Patient Preparation


Ensure patient airway safety

  • Assess airway stability for all patients.
  • Secure the endotracheal tube (ETT). Ensure the tapes are firm and intact. If there is a suspected head injury, the tapes should not occlude venous drainage, preventing increases in intracranial pressure (tapes may need to be tied above the ears and secured with tape).
  • Record the length and diameter. Ensure a chest x-ray has been performed at the current ETT length.
  • Insert the orogastric tube. Ensure it is not secured to the ETT (so it is independently secure) and aspirate prior to transport.
  • It is preferable to replace hard (extrication) cervical collars with a Philadelphia collar to minimise the risk of a pressure injury. A cervical collar must remain in situ during transfer to a MTS, regardless of spinal clearance.

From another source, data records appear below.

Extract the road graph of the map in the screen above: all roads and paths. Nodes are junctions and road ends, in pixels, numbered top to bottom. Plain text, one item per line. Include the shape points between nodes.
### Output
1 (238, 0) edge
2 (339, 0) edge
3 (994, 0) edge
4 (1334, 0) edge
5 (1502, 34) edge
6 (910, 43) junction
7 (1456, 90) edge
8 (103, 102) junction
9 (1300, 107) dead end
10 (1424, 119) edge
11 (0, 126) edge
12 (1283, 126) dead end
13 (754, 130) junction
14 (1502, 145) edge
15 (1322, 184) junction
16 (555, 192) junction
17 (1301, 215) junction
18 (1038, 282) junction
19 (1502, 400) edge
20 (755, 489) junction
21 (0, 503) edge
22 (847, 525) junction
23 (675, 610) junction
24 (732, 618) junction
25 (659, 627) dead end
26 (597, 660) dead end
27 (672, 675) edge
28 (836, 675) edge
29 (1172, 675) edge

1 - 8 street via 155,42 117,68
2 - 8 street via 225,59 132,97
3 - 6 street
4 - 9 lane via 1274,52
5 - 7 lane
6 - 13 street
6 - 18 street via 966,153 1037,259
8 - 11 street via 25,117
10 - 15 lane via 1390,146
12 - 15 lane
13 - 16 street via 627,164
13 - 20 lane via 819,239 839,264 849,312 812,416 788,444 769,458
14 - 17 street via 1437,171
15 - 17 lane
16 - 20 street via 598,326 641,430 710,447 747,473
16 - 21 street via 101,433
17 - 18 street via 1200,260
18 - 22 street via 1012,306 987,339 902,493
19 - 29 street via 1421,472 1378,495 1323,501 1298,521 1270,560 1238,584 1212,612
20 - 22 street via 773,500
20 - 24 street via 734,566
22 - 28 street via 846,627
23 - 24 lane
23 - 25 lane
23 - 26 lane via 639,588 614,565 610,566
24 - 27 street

Ensure optimised oxygenation

  • Observe the patient’s respiratory rate and its character.
  • Measure the oxygen saturation (SpO2) and end-tidal carbon dioxide (ETCO2).
  • Administer oxygen using the correct delivery device.
  • Check arterial blood gases. If a head injury is suspected, ensure the partial pressure of carbon dioxide (PaCO2) is between 35 and 40 mmHg. This will optimise cerebral perfusion.
  • Secure an intercostal catheter (ICC) if present. Ensure the dressing is dry and intact and drainage system is functioning and not clamped/kinked.
  • Ventilation considerations:
    • If a head injury is suspected and the patient is receiving positive pressure ventilation, maintain PEEP levels below 10 cm of water to minimise the impact of increased intrathoracic pressures on intracranial pressure.
    • If there are known or suspected chest injuries ensure the tidal volume is 4–6 mL/kg to prevent an acute lung injury (13).
    • Avoid high peak inspiratory pressures.
    • If a flail segment is involved, consider early ventilation and utilise PEEP levels higher than usual.


Ensure IV access and management

  • Insert a minimum of two large-bore peripheral IV lines.
  • Secure all lines, ensuring the injection ports are accessible.
  • Attach a rapid infuser pump line and fluid for transfer.
  • Record all IV fluids. Ensure accurate documentation of all blood products administered.
  • Monitor vital signs for evidence of developing haemorrhagic shock.
  • Utilise serial blood gases to monitor Hb and lactate and consider serial coagulation screens to identify coagulopathy and guide blood product administration.
  • Transduce/monitor all arterial and central venous lines. Ensure lines are anchored appropriately and transducers are aligned with the phlebostatic axis.

Ensuring patient readiness


Ensure complete patient documentation

  • Provide copies of all medical and nursing clinical notes and charts.
  • Include all investigation results – pathology and ECG. Check the coagulation status and platelet count for all trauma patients.
  • Provide digital copies of all imaging – films, scans, MRI.
  • Advise of any ‘limitations of treatment’ orders.
  • Include the contact details of next of kin.
  • Include contact numbers for staff at the referral centre.
  • Ensure patient belonging/valuables are documented and included with the transfer.


It is important that you notify the ARV coordinator of significant deterioration in:

  • Conscious state.
  • Blood pressure.
  • Heart rate.
  • Respiratory status.
  • Oxygenation.
  • Major clinical developments such as significantly abnormal diagnostic tests or new clinical signs.
  • The need for major interventions prior to the retrieval team arriving (6, 11, 12) (for example, intubation and surgery).


Maintain body temperature

  • Hypothermia contributes to poor outcomes for trauma patients. Warm the patient to achieve normothermia and package to prevent heat loss (14).

Insert an in-dwelling catheter

  • Be mindful of potential bladder injuries – maintain a strict fluid balance chart.

Empty drainage bags prior to transport

  • Ensure clear documentation of fluid loss.

Administer antiemetic

  • Ensure clear documentation.

Maintain spinal precautions if indicated

  • In a major head injury, ensure the bed is tilted to 20–30 degrees to reduce intracranial pressure.

Stabilise or splint fractures

  • Pelvic injuries should be stabilised with a pelvic binder or bed sheet. If an unstable pelvic fracture is suspected, treat it with strict spinal precautions and do not log roll; use a Jordan frame or spinal board for transfers.
  • If limb immobilisation devices are applied, ensure there are no areas of potential pressure injury.

Check lab results and modify treatment if needed

Check all limbs for potential compartment syndrome

  • Maintain neurovascular observations, elevate the affected limb, and consider fasciotomy if circulation is compromised.

Ensure all open wounds are cleaned and covered

  • Be mindful that trauma patients are highly susceptible to infection and severe sepsis.
  • Impaled objects should not be removed but stabilised for transport to ensure no further movement or manipulation of the object is likely during transit.

Ensure adequate analgesia is in progress prior to transport

Notify the patient’s family or next of kin of the trauma transfer and ensure all patient property is identified and secured.